**DIRECTIONS FOR THIS TASK**
Word for word, copy each record that comes after this.

**DATA FOR ANALYSIS**
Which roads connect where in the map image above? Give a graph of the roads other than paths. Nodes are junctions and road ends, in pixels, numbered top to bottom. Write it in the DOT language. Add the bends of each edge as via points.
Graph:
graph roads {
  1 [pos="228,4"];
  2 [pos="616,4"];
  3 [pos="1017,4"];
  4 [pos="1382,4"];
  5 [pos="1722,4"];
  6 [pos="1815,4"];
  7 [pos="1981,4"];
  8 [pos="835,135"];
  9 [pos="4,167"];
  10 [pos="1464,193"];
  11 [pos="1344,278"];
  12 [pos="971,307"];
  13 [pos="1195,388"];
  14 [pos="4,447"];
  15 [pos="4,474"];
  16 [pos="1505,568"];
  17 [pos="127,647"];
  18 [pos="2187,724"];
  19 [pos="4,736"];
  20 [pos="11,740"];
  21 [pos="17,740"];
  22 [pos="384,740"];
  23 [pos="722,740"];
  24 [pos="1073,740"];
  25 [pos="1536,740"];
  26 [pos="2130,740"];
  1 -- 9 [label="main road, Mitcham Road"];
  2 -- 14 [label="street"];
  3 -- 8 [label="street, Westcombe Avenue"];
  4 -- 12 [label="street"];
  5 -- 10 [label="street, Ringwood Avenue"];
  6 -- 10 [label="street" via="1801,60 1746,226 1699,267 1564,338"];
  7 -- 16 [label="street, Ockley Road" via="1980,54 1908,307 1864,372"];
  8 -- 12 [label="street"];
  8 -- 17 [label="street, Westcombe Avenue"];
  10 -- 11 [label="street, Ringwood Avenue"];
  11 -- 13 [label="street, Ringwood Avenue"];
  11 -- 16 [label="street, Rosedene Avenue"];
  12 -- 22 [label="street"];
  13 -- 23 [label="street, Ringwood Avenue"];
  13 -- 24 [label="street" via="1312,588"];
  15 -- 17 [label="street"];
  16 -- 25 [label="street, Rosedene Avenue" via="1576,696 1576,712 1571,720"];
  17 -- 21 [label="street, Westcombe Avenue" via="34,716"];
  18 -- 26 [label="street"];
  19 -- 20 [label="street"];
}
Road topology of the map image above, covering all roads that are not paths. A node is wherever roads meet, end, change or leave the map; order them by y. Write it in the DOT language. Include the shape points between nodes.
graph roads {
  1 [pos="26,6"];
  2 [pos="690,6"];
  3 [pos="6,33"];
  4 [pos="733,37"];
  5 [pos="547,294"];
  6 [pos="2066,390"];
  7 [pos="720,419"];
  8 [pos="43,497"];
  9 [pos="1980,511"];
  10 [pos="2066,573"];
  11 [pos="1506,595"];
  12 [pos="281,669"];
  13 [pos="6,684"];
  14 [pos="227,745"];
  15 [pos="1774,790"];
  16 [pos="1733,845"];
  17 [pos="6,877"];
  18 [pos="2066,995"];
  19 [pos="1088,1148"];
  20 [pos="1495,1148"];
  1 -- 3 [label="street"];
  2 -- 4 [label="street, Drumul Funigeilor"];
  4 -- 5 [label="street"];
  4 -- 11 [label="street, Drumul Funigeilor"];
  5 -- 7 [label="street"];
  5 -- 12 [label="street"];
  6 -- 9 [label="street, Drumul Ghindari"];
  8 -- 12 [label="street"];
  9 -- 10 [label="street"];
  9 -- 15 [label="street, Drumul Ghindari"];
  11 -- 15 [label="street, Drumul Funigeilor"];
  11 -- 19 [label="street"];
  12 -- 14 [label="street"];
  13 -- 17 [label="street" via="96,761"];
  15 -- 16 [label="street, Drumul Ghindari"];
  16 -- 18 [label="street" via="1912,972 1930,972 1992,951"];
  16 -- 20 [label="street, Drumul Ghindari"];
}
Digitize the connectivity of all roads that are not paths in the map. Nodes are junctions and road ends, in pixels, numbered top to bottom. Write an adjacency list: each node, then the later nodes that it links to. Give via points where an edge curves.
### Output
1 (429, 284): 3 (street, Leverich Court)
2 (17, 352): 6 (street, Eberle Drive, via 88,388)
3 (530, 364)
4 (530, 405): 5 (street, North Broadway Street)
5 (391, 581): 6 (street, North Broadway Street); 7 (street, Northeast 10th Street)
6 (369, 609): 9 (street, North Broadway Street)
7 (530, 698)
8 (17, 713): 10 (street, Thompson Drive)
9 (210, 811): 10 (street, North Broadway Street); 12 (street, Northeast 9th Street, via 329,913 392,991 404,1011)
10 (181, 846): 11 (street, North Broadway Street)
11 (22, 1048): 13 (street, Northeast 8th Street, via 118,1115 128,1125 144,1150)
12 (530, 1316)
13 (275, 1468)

**SOLUTION TO THIS PROBLEM**
Which roads connect where in the map image above? Give a graph of the roads other than paths. Nodes are junctions and road ends, in pixels, numbered top to bottom. Write it in the DOT language. Add the bends of each edge as via points.
Graph:
graph roads {
  1 [pos="228,4"];
  2 [pos="616,4"];
  3 [pos="1017,4"];
  4 [pos="1382,4"];
  5 [pos="1722,4"];
  6 [pos="1815,4"];
  7 [pos="1981,4"];
  8 [pos="835,135"];
  9 [pos="4,167"];
  10 [pos="1464,193"];
  11 [pos="1344,278"];
  12 [pos="971,307"];
  13 [pos="1195,388"];
  14 [pos="4,447"];
  15 [pos="4,474"];
  16 [pos="1505,568"];
  17 [pos="127,647"];
  18 [pos="2187,724"];
  19 [pos="4,736"];
  20 [pos="11,740"];
  21 [pos="17,740"];
  22 [pos="384,740"];
  23 [pos="722,740"];
  24 [pos="1073,740"];
  25 [pos="1536,740"];
  26 [pos="2130,740"];
  1 -- 9 [label="main road, Mitcham Road"];
  2 -- 14 [label="street"];
  3 -- 8 [label="street, Westcombe Avenue"];
  4 -- 12 [label="street"];
  5 -- 10 [label="street, Ringwood Avenue"];
  6 -- 10 [label="street" via="1801,60 1746,226 1699,267 1564,338"];
  7 -- 16 [label="street, Ockley Road" via="1980,54 1908,307 1864,372"];
  8 -- 12 [label="street"];
  8 -- 17 [label="street, Westcombe Avenue"];
  10 -- 11 [label="street, Ringwood Avenue"];
  11 -- 13 [label="street, Ringwood Avenue"];
  11 -- 16 [label="street, Rosedene Avenue"];
  12 -- 22 [label="street"];
  13 -- 23 [label="street, Ringwood Avenue"];
  13 -- 24 [label="street" via="1312,588"];
  15 -- 17 [label="street"];
  16 -- 25 [label="street, Rosedene Avenue" via="1576,696 1576,712 1571,720"];
  17 -- 21 [label="street, Westcombe Avenue" via="34,716"];
  18 -- 26 [label="street"];
  19 -- 20 [label="street"];
}
Road topology of the map image above, covering all roads that are not paths. A node is wherever roads meet, end, change or leave the map; order them by y. Write it in the DOT language. Include the shape points between nodes.
graph roads {
  1 [pos="26,6"];
  2 [pos="690,6"];
  3 [pos="6,33"];
  4 [pos="733,37"];
  5 [pos="547,294"];
  6 [pos="2066,390"];
  7 [pos="720,419"];
  8 [pos="43,497"];
  9 [pos="1980,511"];
  10 [pos="2066,573"];
  11 [pos="1506,595"];
  12 [pos="281,669"];
  13 [pos="6,684"];
  14 [pos="227,745"];
  15 [pos="1774,790"];
  16 [pos="1733,845"];
  17 [pos="6,877"];
  18 [pos="2066,995"];
  19 [pos="1088,1148"];
  20 [pos="1495,1148"];
  1 -- 3 [label="street"];
  2 -- 4 [label="street, Drumul Funigeilor"];
  4 -- 5 [label="street"];
  4 -- 11 [label="street, Drumul Funigeilor"];
  5 -- 7 [label="street"];
  5 -- 12 [label="street"];
  6 -- 9 [label="street, Drumul Ghindari"];
  8 -- 12 [label="street"];
  9 -- 10 [label="street"];
  9 -- 15 [label="street, Drumul Ghindari"];
  11 -- 15 [label="street, Drumul Funigeilor"];
  11 -- 19 [label="street"];
  12 -- 14 [label="street"];
  13 -- 17 [label="street" via="96,761"];
  15 -- 16 [label="street, Drumul Ghindari"];
  16 -- 18 [label="street" via="1912,972 1930,972 1992,951"];
  16 -- 20 [label="street, Drumul Ghindari"];
}
Digitize the connectivity of all roads that are not paths in the map. Nodes are junctions and road ends, in pixels, numbered top to bottom. Write an adjacency list: each node, then the later nodes that it links to. Give via points where an edge curves.
### Output
1 (429, 284): 3 (street, Leverich Court)
2 (17, 352): 6 (street, Eberle Drive, via 88,388)
3 (530, 364)
4 (530, 405): 5 (street, North Broadway Street)
5 (391, 581): 6 (street, North Broadway Street); 7 (street, Northeast 10th Street)
6 (369, 609): 9 (street, North Broadway Street)
7 (530, 698)
8 (17, 713): 10 (street, Thompson Drive)
9 (210, 811): 10 (street, North Broadway Street); 12 (street, Northeast 9th Street, via 329,913 392,991 404,1011)
10 (181, 846): 11 (street, North Broadway Street)
11 (22, 1048): 13 (street, Northeast 8th Street, via 118,1115 128,1125 144,1150)
12 (530, 1316)
13 (275, 1468)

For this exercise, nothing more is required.